Six of us, including Michael Richardson, went to find a place to eat. I mention Michael specifically, because you haven't dined out until you've dined with a chef. Michael could tell us what was in every dish and how it was prepared. He took the liberty of ordering appetizers for us. We had the flat unsalted bread that you dip or coat in olive oil and then dress with either salami, prosciutto (ham) or tomatoes. Or you could do like me and put everything on your bread. The salami was some of the best I have ever eaten, and I probably should have saved some more room for my main course. For my main dish I had tortellini with prosciutto and cream. Outstanding. Angela Firkus had gnocci (a type of potato dumpling) with pesto, and she let me sample some. It was also excellent. I was so full from the appetizers, though, I couldn't eat all of my tortellini. I did, however, finish the rest of my red wine. It was as good as you would expect as well.
After such a filling meal, the last thing I wanted to do was get up and make the two-mile walk back to the hotel, but sleeping in the street near the Mercado Centrale (Central Market) held less appeal, so off we went. I spotted the dome of the Duomo and indicated the direction we should go (as none of us paid close attention to the streets we took to get there). Some of the group were teasing me about leading them astray, but I knew which direction the river was and our hotel was just off of the Arno River. I kept telling them we were on the right track, but few believed me until we were closer to the hotel and they began to recognize a few landmarks from earlier in the day. Ha! Probably wasn't polite to say "I told you so" but I told them so.

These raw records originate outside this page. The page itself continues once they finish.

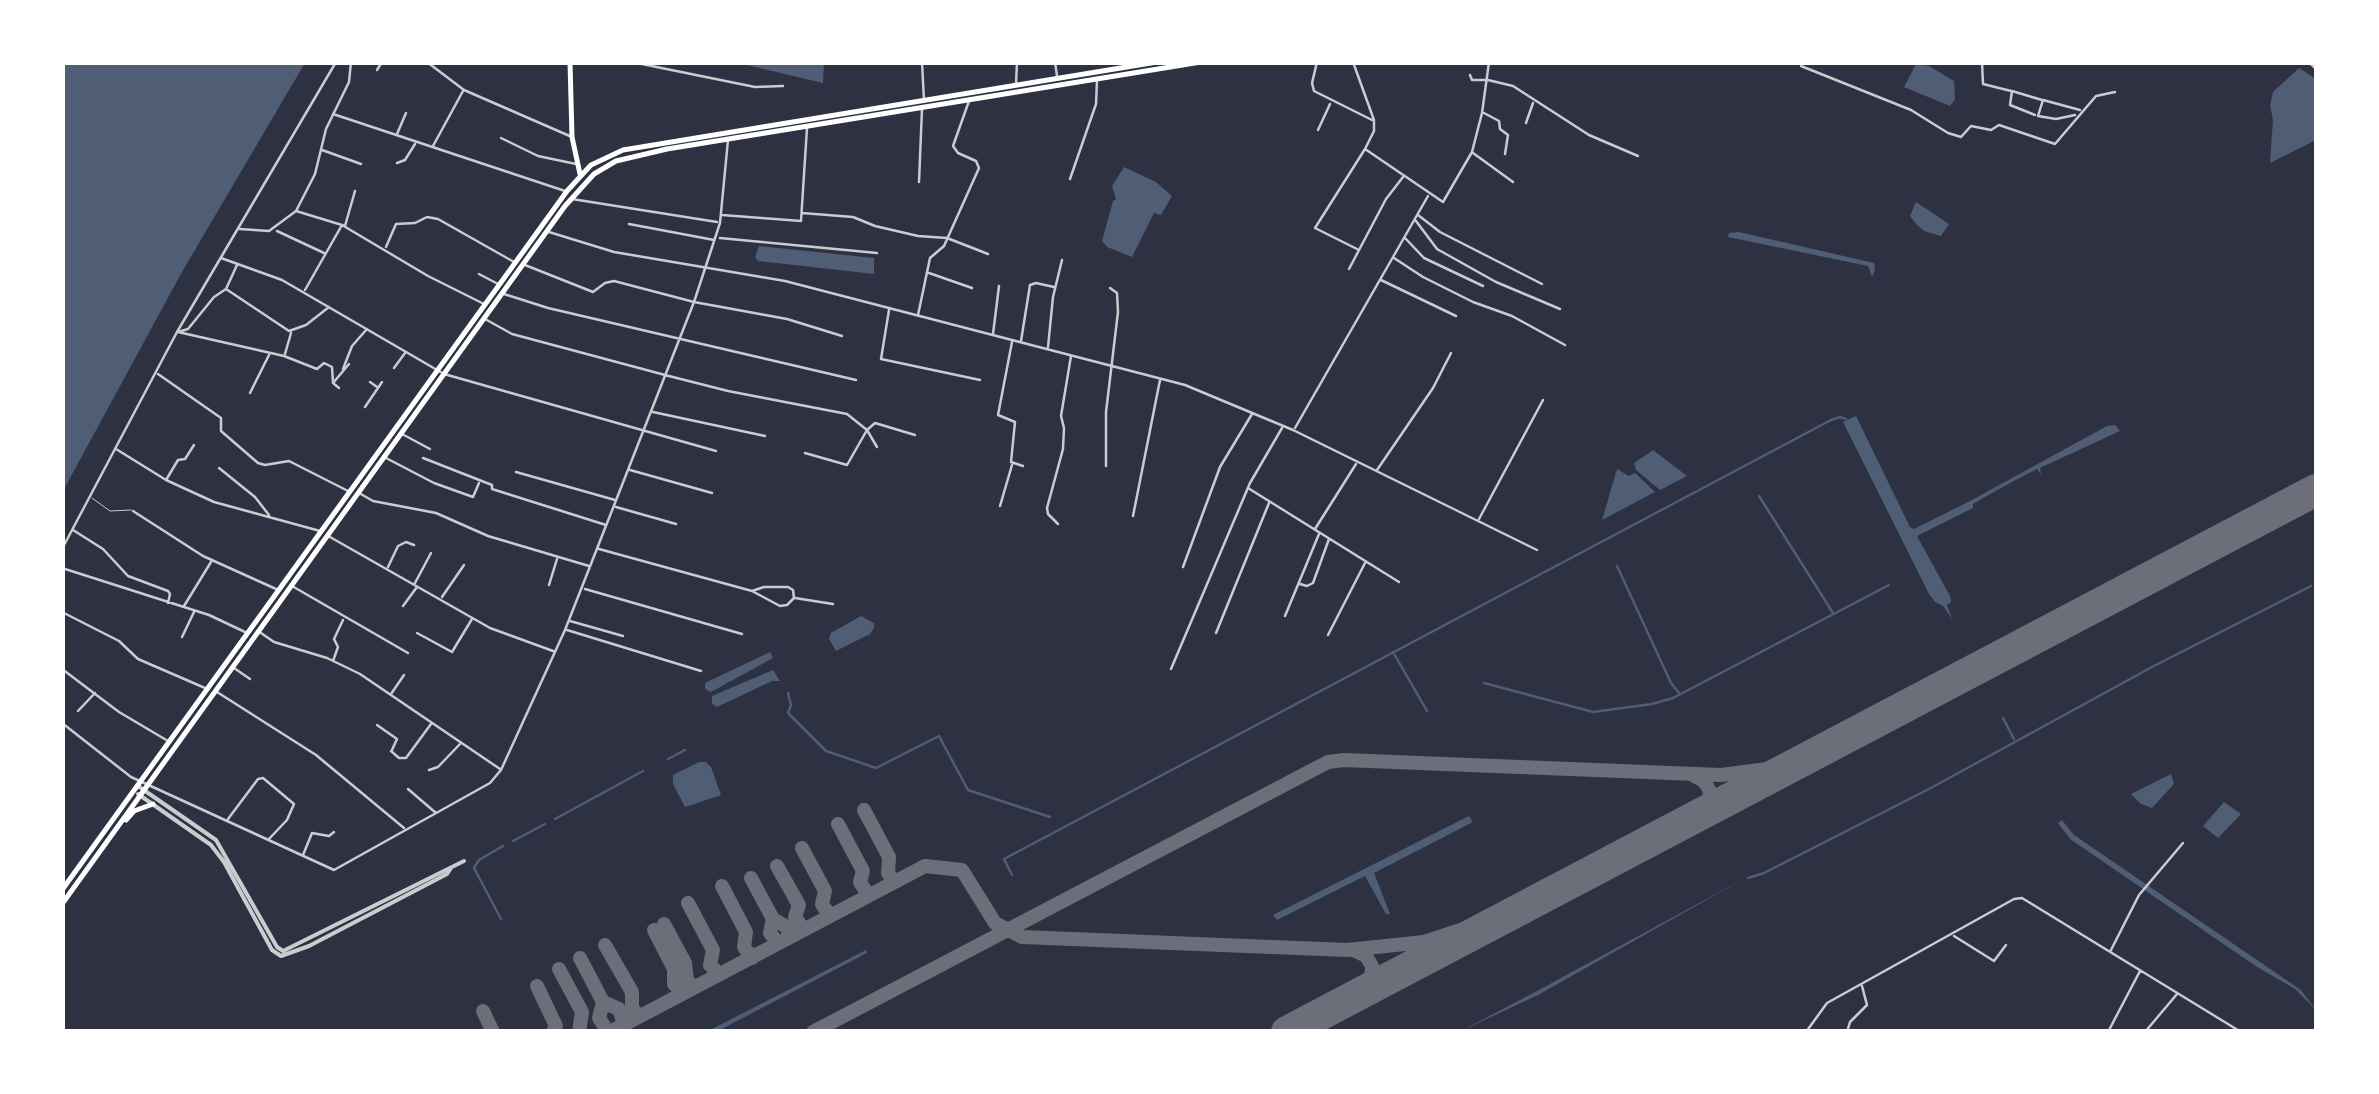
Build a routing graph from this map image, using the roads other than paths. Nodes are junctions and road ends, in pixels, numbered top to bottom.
1 (336, 62) edge
2 (351, 62) edge
3 (382, 62) edge
4 (427, 62) edge
5 (570, 62) edge
6 (632, 62) edge
7 (711, 62) edge
8 (733, 62) edge
9 (922, 62) edge
10 (1017, 62) edge
11 (1056, 62) edge
12 (1157, 62) edge
13 (1201, 62) edge
14 (1318, 62) edge
15 (1353, 62) edge
16 (1489, 62) edge
17 (1982, 62) edge
18 (2308, 62) edge
19 (1801, 66) dead end
20 (2316, 69) edge
21 (377, 70) dead end
22 (1470, 75) dead end
23 (1058, 79) junction
24 (1097, 79) junction
25 (1488, 80) junction
26 (1016, 85) junction
27 (784, 86) dead end
28 (464, 90) junction
29 (2012, 92) junction
30 (2115, 92) dead end
31 (970, 99) junction
32 (2043, 100) junction
33 (1331, 102) junction
34 (1533, 102) junction
35 (924, 105) junction
36 (2080, 111) junction
37 (406, 112) dead end
38 (1482, 113) junction
39 (334, 114) junction
40 (2038, 116) junction
41 (1374, 121) junction
42 (1526, 122) dead end
43 (808, 127) junction
44 (1318, 130) dead end
45 (396, 136) junction
46 (572, 137) junction
47 (728, 137) junction
48 (502, 138) dead end
49 (416, 143) junction
50 (432, 148) junction
51 (1365, 149) junction
52 (320, 150) junction
53 (1472, 152) junction
54 (1504, 154) dead end
55 (1638, 156) dead end
56 (396, 163) dead end
57 (577, 163) junction
58 (361, 164) dead end
59 (580, 175) junction
60 (1404, 176) junction
61 (1070, 178) dead end
62 (584, 182) junction
63 (919, 182) dead end
64 (1513, 182) dead end
65 (355, 192) dead end
66 (569, 195) junction
67 (1429, 195) junction
68 (296, 210) junction
69 (802, 213) junction
70 (1418, 214) junction
71 (720, 215) junction
72 (1415, 220) junction
73 (720, 223) junction
74 (629, 224) dead end
75 (343, 225) junction
76 (237, 229) junction
77 (274, 230) junction
78 (547, 231) junction
79 (947, 238) junction
80 (1404, 238) junction
81 (716, 239) junction
82 (385, 248) junction
83 (1359, 250) junction
84 (325, 253) junction
85 (877, 253) dead end
86 (988, 254) dead end
87 (220, 257) junction
88 (1393, 257) junction
89 (1062, 260) dead end
90 (519, 264) junction
91 (237, 265) junction
92 (706, 269) junction
93 (1349, 270) dead end
94 (928, 273) junction
95 (479, 274) dead end
96 (1379, 280) junction
97 (1542, 284) dead end
98 (500, 285) junction
99 (999, 286) dead end
100 (1483, 286) dead end
101 (1054, 287) junction
102 (972, 288) dead end
103 (1110, 288) dead end
104 (226, 289) junction
105 (304, 292) junction
106 (503, 293) junction
107 (694, 302) junction
108 (485, 305) junction
109 (330, 306) junction
110 (890, 309) junction
111 (1560, 309) dead end
112 (918, 316) junction
113 (1456, 316) dead end
114 (484, 318) junction
115 (368, 328) junction
116 (291, 331) junction
117 (177, 332) junction
118 (842, 336) dead end
119 (993, 336) junction
120 (680, 340) junction
121 (1012, 341) junction
122 (1021, 343) junction
123 (1565, 344) dead end
124 (1048, 350) junction
125 (406, 352) junction
126 (1451, 352) dead end
127 (269, 354) junction
128 (1072, 355) junction
129 (284, 356) junction
130 (348, 364) dead end
131 (1113, 367) junction
132 (394, 368) dead end
133 (342, 369) junction
134 (441, 372) junction
135 (155, 373) junction
136 (666, 375) junction
137 (1160, 379) junction
138 (856, 380) dead end
139 (980, 380) dead end
140 (370, 382) dead end
141 (382, 382) dead end
142 (333, 383) junction
143 (339, 388) dead end
144 (378, 388) junction
145 (250, 393) dead end
146 (1543, 400) dead end
147 (366, 408) dead end
148 (652, 411) junction
149 (1253, 413) junction
150 (1283, 426) junction
151 (867, 430) junction
152 (1294, 430) junction
153 (643, 432) junction
154 (401, 433) junction
155 (915, 435) dead end
156 (766, 436) dead end
157 (194, 444) dead end
158 (877, 447) dead end
159 (115, 448) junction
160 (430, 449) dead end
161 (716, 451) dead end
162 (804, 453) dead end
163 (384, 457) junction
164 (423, 458) dead end
165 (1357, 463) junction
166 (1012, 464) junction
167 (1024, 466) dead end
168 (1106, 466) dead end
169 (220, 468) dead end
170 (628, 469) junction
171 (516, 472) dead end
172 (1376, 472) junction
173 (166, 480) junction
174 (480, 481) junction
175 (1248, 488) junction
176 (350, 492) junction
177 (358, 493) junction
178 (712, 493) dead end
179 (90, 496) junction
180 (617, 500) junction
181 (1269, 501) junction
182 (615, 506) junction
183 (1000, 506) dead end
184 (133, 511) joint
185 (1133, 516) dead end
186 (272, 518) junction
187 (1479, 521) junction
188 (676, 524) dead end
189 (1058, 524) dead end
190 (608, 526) junction
191 (72, 530) junction
192 (1317, 531) junction
193 (324, 534) junction
194 (1329, 539) junction
195 (414, 545) dead end
196 (62, 549) edge
197 (599, 549) junction
198 (1537, 550) dead end
199 (430, 553) dead end
200 (558, 557) junction
201 (212, 560) junction
202 (1366, 561) junction
203 (464, 565) dead end
204 (590, 567) junction
205 (1183, 567) dead end
206 (62, 568) edge
207 (388, 569) junction
208 (1399, 582) dead end
209 (1298, 583) junction
210 (417, 585) junction
211 (549, 585) dead end
212 (291, 586) junction
213 (582, 588) junction
214 (279, 590) junction
215 (752, 591) junction
216 (794, 598) junction
217 (441, 599) junction
218 (168, 603) junction
219 (832, 604) dead end
220 (403, 606) dead end
221 (183, 607) junction
222 (195, 611) junction
223 (62, 612) edge
224 (1285, 616) dead end
225 (473, 618) junction
226 (344, 619) junction
227 (569, 621) junction
228 (565, 630) junction
229 (258, 632) junction
230 (1216, 632) dead end
231 (417, 633) dead end
232 (248, 634) junction
233 (742, 634) dead end
234 (1328, 635) dead end
235 (623, 636) dead end
236 (182, 637) dead end
237 (555, 652) junction
238 (408, 654) dead end
239 (333, 661) junction
240 (233, 668) junction
241 (62, 669) edge
242 (1171, 669) dead end
243 (701, 671) dead end
244 (404, 675) dead end
245 (250, 679) dead end
246 (207, 689) junction
247 (216, 691) junction
248 (96, 692) junction
249 (390, 695) junction
250 (78, 711) dead end
251 (431, 722) junction
252 (62, 723) edge
253 (377, 725) dead end
254 (170, 742) junction
255 (461, 742) junction
256 (429, 770) dead end
257 (501, 770) junction
258 (141, 788) junction
259 (408, 789) dead end
260 (153, 804) junction
261 (437, 814) junction
262 (227, 820) junction
263 (198, 826) junction
264 (406, 830) junction
265 (194, 832) junction
266 (334, 832) dead end
267 (268, 840) junction
268 (2184, 843) dead end
269 (99, 854) junction
270 (302, 857) junction
271 (464, 860) dead end
272 (228, 864) junction
273 (62, 890) edge
274 (62, 904) edge
275 (1953, 935) junction
276 (2006, 944) dead end
277 (2110, 952) junction
278 (2140, 970) junction
279 (1861, 984) junction
280 (2178, 993) junction
281 (1806, 1032) edge
282 (1847, 1032) edge
283 (2108, 1032) edge
284 (2145, 1032) edge
285 (2241, 1032) edge

1 - 76 street
2 - 39 street
3 - 21 street
4 - 28 street
5 - 46 highway
6 - 27 street
7 - 8 street
9 - 35 street
10 - 26 street
11 - 23 street
12 - 23 highway
13 - 24 highway
14 - 33 street
15 - 41 street
16 - 25 street
17 - 29 street
18 - 20 street
19 - 36 street
22 - 25 street
23 - 26 highway
24 - 31 highway
24 - 61 street
25 - 34 street
25 - 38 street
26 - 35 highway
28 - 46 street
28 - 50 street
29 - 32 street
29 - 40 street
30 - 36 street
31 - 35 highway
31 - 79 street
32 - 36 street
32 - 40 street
33 - 41 street
33 - 44 street
34 - 42 street
34 - 55 street
35 - 43 highway
35 - 47 highway
35 - 63 street
36 - 40 street
37 - 45 street
38 - 53 street
38 - 54 street
39 - 45 street
39 - 52 street
41 - 51 street
43 - 47 highway
43 - 69 street
45 - 49 street
46 - 57 highway
47 - 59 highway
47 - 62 highway
47 - 71 street
48 - 57 street
49 - 50 street
49 - 56 street
50 - 66 street
51 - 60 street
51 - 83 street
52 - 58 street
52 - 68 street
53 - 64 street
53 - 67 street
57 - 59 highway
59 - 62 highway
59 - 66 highway
60 - 67 street
60 - 83 street
62 - 66 highway
65 - 75 street
66 - 73 street
66 - 78 highway
66 - 90 highway
67 - 70 street
68 - 75 street
68 - 77 street
69 - 71 street
69 - 79 street
70 - 72 street
70 - 97 street
71 - 73 street
72 - 80 street
72 - 111 street
73 - 81 street
74 - 81 street
75 - 82 street
75 - 84 street
76 - 77 street
76 - 87 street
77 - 84 street
78 - 90 highway
78 - 92 street
79 - 86 street
79 - 94 street
80 - 88 street
80 - 100 street
81 - 85 street
81 - 92 street
82 - 90 street
82 - 108 street
83 - 93 street
84 - 105 street
87 - 91 street
87 - 117 street
88 - 96 street
88 - 123 street
89 - 101 street
90 - 98 highway
90 - 106 highway
90 - 107 street
91 - 104 street
91 - 105 street
92 - 107 street
92 - 110 street
94 - 102 street
94 - 112 street
95 - 98 street
96 - 113 street
96 - 152 street
98 - 108 highway
99 - 119 street
101 - 122 street
101 - 124 street
103 - 131 street
104 - 116 street
104 - 117 street
105 - 109 street
106 - 114 highway
106 - 120 street
107 - 118 street
107 - 120 street
108 - 134 highway
109 - 115 street
109 - 116 street
110 - 112 street
110 - 139 street
112 - 119 street
114 - 134 highway
114 - 136 street
115 - 125 street
115 - 133 street
116 - 129 street
117 - 127 street
117 - 135 street
119 - 121 street
120 - 136 street
120 - 138 street
121 - 122 street
121 - 166 street
122 - 124 street
124 - 128 street
125 - 132 street
125 - 134 street
126 - 172 street
127 - 129 street
127 - 145 street
128 - 131 street
128 - 189 street
129 - 142 street
130 - 133 street
131 - 137 street
131 - 168 street
133 - 142 street
134 - 153 street
134 - 154 highway
134 - 176 highway
135 - 159 street
135 - 176 street
136 - 148 street
136 - 151 street
137 - 149 street
137 - 185 street
140 - 144 street
141 - 144 street
142 - 143 street
144 - 147 street
146 - 187 street
148 - 153 street
148 - 156 street
149 - 150 street
149 - 205 street
150 - 152 street
150 - 175 street
151 - 155 street
151 - 158 street
151 - 162 street
152 - 165 street
153 - 161 street
153 - 170 street
154 - 160 street
154 - 163 highway
157 - 173 street
159 - 173 street
159 - 179 street
163 - 174 street
163 - 177 highway
164 - 174 street
165 - 172 street
165 - 192 street
166 - 167 street
166 - 183 street
169 - 186 street
170 - 178 street
170 - 180 street
171 - 180 street
172 - 187 street
173 - 186 street
174 - 190 street
175 - 181 street
175 - 242 street
176 - 193 highway
177 - 193 highway
177 - 200 street
179 - 184 lane
179 - 191 street
180 - 182 street
181 - 192 street
181 - 230 street
182 - 188 street
182 - 190 street
184 - 201 street
186 - 193 street
187 - 198 street
190 - 197 street
191 - 196 street
191 - 218 street
192 - 194 street
192 - 209 street
193 - 207 street
193 - 212 highway
193 - 214 highway
194 - 202 street
194 - 209 street
195 - 207 street
197 - 204 street
197 - 215 street
199 - 210 street
200 - 204 street
200 - 211 street
201 - 214 street
201 - 221 street
202 - 208 street
202 - 234 street
203 - 217 street
204 - 213 street
206 - 218 street
207 - 210 street
209 - 224 street
210 - 217 street
210 - 220 street
212 - 226 street
212 - 229 highway
213 - 227 street
213 - 233 street
214 - 232 highway
215 - 216 street
215 - 216 street
216 - 219 street
217 - 225 street
218 - 221 street
221 - 222 street
222 - 232 street
222 - 236 street
223 - 246 street
225 - 231 street
225 - 237 street
226 - 238 street
226 - 239 street
227 - 228 street
227 - 235 street
228 - 237 street
228 - 243 street
229 - 239 street
229 - 240 highway
232 - 246 highway
237 - 257 street
239 - 249 street
240 - 245 street
240 - 247 highway
241 - 248 street
244 - 249 street
246 - 254 highway
247 - 258 highway
247 - 264 street
248 - 250 street
248 - 254 street
249 - 251 street
251 - 253 street
251 - 255 street
252 - 258 street
254 - 258 highway
255 - 256 street
255 - 257 street
257 - 261 street
258 - 260 street
258 - 262 street
258 - 263 street
258 - 269 highway
258 - 273 highway
259 - 261 street
260 - 265 street
260 - 269 highway
261 - 264 street
262 - 267 street
262 - 267 street
263 - 265 street
263 - 272 street
264 - 270 street
265 - 272 street
266 - 270 street
267 - 270 street
268 - 277 street
269 - 274 highway
271 - 272 street
275 - 276 street
275 - 277 street
275 - 279 street
277 - 278 street
278 - 280 street
278 - 283 street
279 - 281 street
279 - 282 street
280 - 284 street
280 - 285 street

I was going to stay up and write a bit, even at 10 p.m., and turned on CNN to help keep me awake while doing so. I kicked off my shoes and stretched out on the bed with pen in hand, prepared to write you a full detail of the day's adventures.
When I awoke an hour later, I turned off the tv and decided that I could give you a full account in the morning. Sleep came easily after too much travel and two big pasta meals.
Today we are off on our module to Santa Croce, and then I think I'll go back to the Mercado Centrale to shop for some fruit, bread and cheese to pack along for snacks. Much to see and do and only two more days in Firenze. I'd best get moving!